What changed inside the business

The business transformation wasn’t theoretical and it became visible very quickly.

One of the standout achievements was the launch of a brand-new showroom for customers and suppliers.

Aaron described the impact like this:

“The staff are really enjoying working in this lovely environment.”


That matters because environments influence culture, pride and confidence.

The showroom became more than just a commercial investment. It represented a shift in belief and ambition inside the business itself.

Aaron also spoke about the wider emotional changes within the company:

  • More passion
  • More excitement
  • Greater confidence
  • Increased energy
  • Stronger long-term vision

That kind of momentum is infectious inside growing businesses.


The business results

One of the most interesting aspects of Aaron’s story is how quickly the business accelerated once clarity and accountability improved.

Within a year, the business had:

  • Opened a brand-new showroom
  • Increased strategic focus
  • Created clearer long-term goals
  • Improved team engagement
  • Built stronger excitement around the future
  • Started exploring future expansion opportunities

Aaron also referenced their five-year vision already beginning to accelerate faster than expected.

They were no longer simply maintaining the business. They were actively building towards expansion.

He explained:

“We’ve already got our eyes on the prize.”


That’s a very different mindset from firefighting day-to-day operational issues.


Beyond the numbers

One particularly emotional moment in the testimonial involved Aaron’s father, Mike Godden, who founded the business.

Aaron shared how proud he was of what the team had achieved.

That’s significant because family and legacy often sit quietly underneath many long-established businesses. Owners aren’t just building revenue. They’re protecting reputations, histories and futures.

Aaron explained:

“He’s just so proud of what we’ve achieved.”

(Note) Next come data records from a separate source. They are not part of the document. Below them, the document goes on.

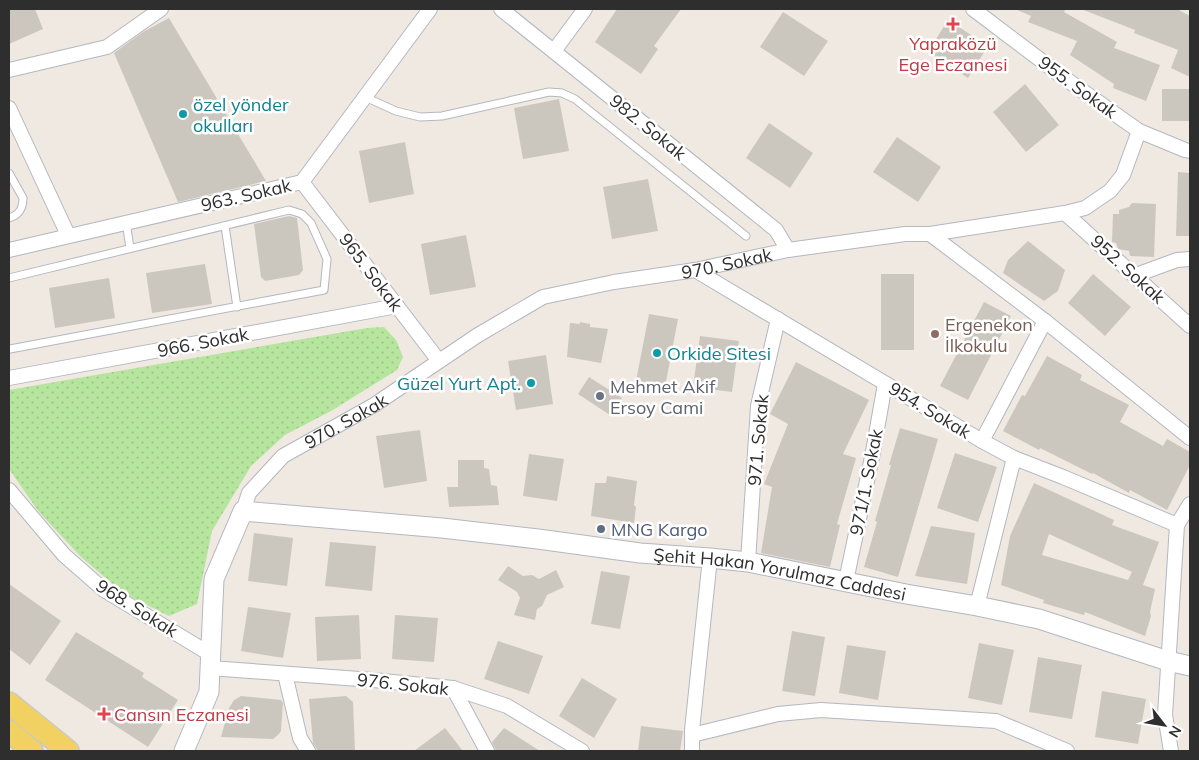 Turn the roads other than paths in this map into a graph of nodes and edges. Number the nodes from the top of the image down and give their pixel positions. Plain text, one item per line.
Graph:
1 (161, 9) edge
2 (430, 9) edge
3 (501, 9) edge
4 (585, 9) edge
5 (973, 9) edge
6 (554, 51) junction
7 (9, 70) edge
8 (365, 97) junction
9 (9, 108) edge
10 (1139, 131) junction
11 (1190, 150) edge
12 (9, 173) edge
13 (302, 182) junction
14 (1065, 213) junction
15 (9, 218) edge
16 (126, 222) junction
17 (225, 226) junction
18 (930, 234) junction
19 (68, 236) junction
20 (746, 236) dead end
21 (130, 248) junction
22 (9, 250) edge
23 (788, 250) junction
24 (1190, 259) edge
25 (695, 270) junction
26 (1136, 275) junction
27 (9, 278) edge
28 (397, 306) junction
29 (237, 307) junction
30 (778, 319) junction
31 (1045, 321) junction
32 (1190, 326) edge
33 (10, 349) dead end
34 (440, 362) junction
35 (9, 378) edge
36 (885, 384) junction
37 (1190, 438) edge
38 (982, 441) junction
39 (1014, 458) junction
40 (9, 490) edge
41 (1190, 504) edge
42 (243, 511) junction
43 (1178, 525) junction
44 (710, 558) junction
45 (748, 562) junction
46 (846, 581) junction
47 (977, 606) junction
48 (210, 661) junction
49 (1168, 661) junction
50 (1190, 666) edge
51 (285, 674) junction
52 (453, 688) junction
53 (9, 703) edge
54 (9, 731) edge
55 (692, 735) junction
56 (32, 751) edge
57 (68, 751) edge
58 (184, 751) edge
59 (308, 751) edge
60 (487, 751) edge
61 (582, 751) edge
62 (692, 751) edge
63 (1067, 751) edge
64 (1075, 751) edge
65 (1171, 751) edge

1 - 7 street
2 - 8 street, 963. Sokak
3 - 6 street, 982. Sokak
4 - 6 street
5 - 10 street, 955. Sokak
6 - 23 street, 982. Sokak
8 - 13 street, 963. Sokak
8 - 20 lane
9 - 19 street
10 - 11 street, 955. Sokak
10 - 14 street, 970. Sokak
12 - 15 lane
13 - 16 street, 963. Sokak
13 - 28 street, 965. Sokak
14 - 18 street, 970. Sokak
14 - 26 street, 952. Sokak
16 - 19 street, 963. Sokak
16 - 21 lane
17 - 21 lane
17 - 29 lane
17 - 29 lane
18 - 23 street, 970. Sokak
18 - 31 street
19 - 22 street, 963. Sokak
21 - 27 lane
23 - 25 street, 970. Sokak
24 - 26 street
25 - 30 street, 954. Sokak
25 - 34 street, 970. Sokak
26 - 32 street, 952. Sokak
28 - 34 street, 965. Sokak
28 - 35 street, 966. Sokak
29 - 33 lane
30 - 36 street, 954. Sokak
30 - 45 street, 971. Sokak
31 - 37 street
31 - 38 street
34 - 42 street, 970. Sokak
36 - 38 street, 954. Sokak
36 - 46 street, 971/1. Sokak
38 - 39 street, 954. Sokak
39 - 43 street, 954. Sokak
39 - 47 street
40 - 48 street, 968. Sokak
41 - 43 street
42 - 44 street, Şehit Hakan Yorulmaz Caddesi
42 - 48 street, 970. Sokak
43 - 49 street
44 - 45 street, Şehit Hakan Yorulmaz Caddesi
44 - 55 street
45 - 46 street, Şehit Hakan Yorulmaz Caddesi
46 - 47 street, Şehit Hakan Yorulmaz Caddesi
47 - 49 street, Şehit Hakan Yorulmaz Caddesi
48 - 51 street, 976. Sokak
48 - 58 street, 970. Sokak
49 - 50 street, Şehit Hakan Yorulmaz Caddesi
49 - 65 street
51 - 52 street, 976. Sokak
51 - 59 street
52 - 60 street
52 - 61 street, 976. Sokak
53 - 57 main road
54 - 56 main road
55 - 62 street
55 - 63 street
63 - 64 street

That sense of pride matters. Not just financially but personally too.

Aaron became noticeably more optimistic about the future.

He described feeling:

  • More excited
  • More focused
  • More ambitious
  • More positive about long-term growth

That emotional shift is often underestimated because businesses perform differently when leadership regains clarity and belief.


What business coaching actually looked like

No gimmicks or motivational speeches. Many business owners spend years surviving instead of leading.

  • Goal setting
  • Accountability
  • Breaking big objectives into manageable actions
  • Strategic planning
  • Leadership support
  • Long-term vision
  • External perspective
  • Consistent execution

Aaron summed it up well:

“When you learn, you earn.”


Simple but true because many businesses don’t need more effort.

They need more clarity and better execution.


The real question

Are you leading your business or just surviving inside it?

Are you still firefighting most days?

Do you have clear long-term goals that are actively being executed week by week?

Are you making progress towards the business and life you actually want?

You can keep operating reactively as many business owners do for years.

Or you can build structure, accountability and clarity that allows the business to grow with purpose.

That’s the opportunity.

Aaron described coaching as a “win-win.”

Not because the work became easier because the business finally became clearer, more focused and more exciting again.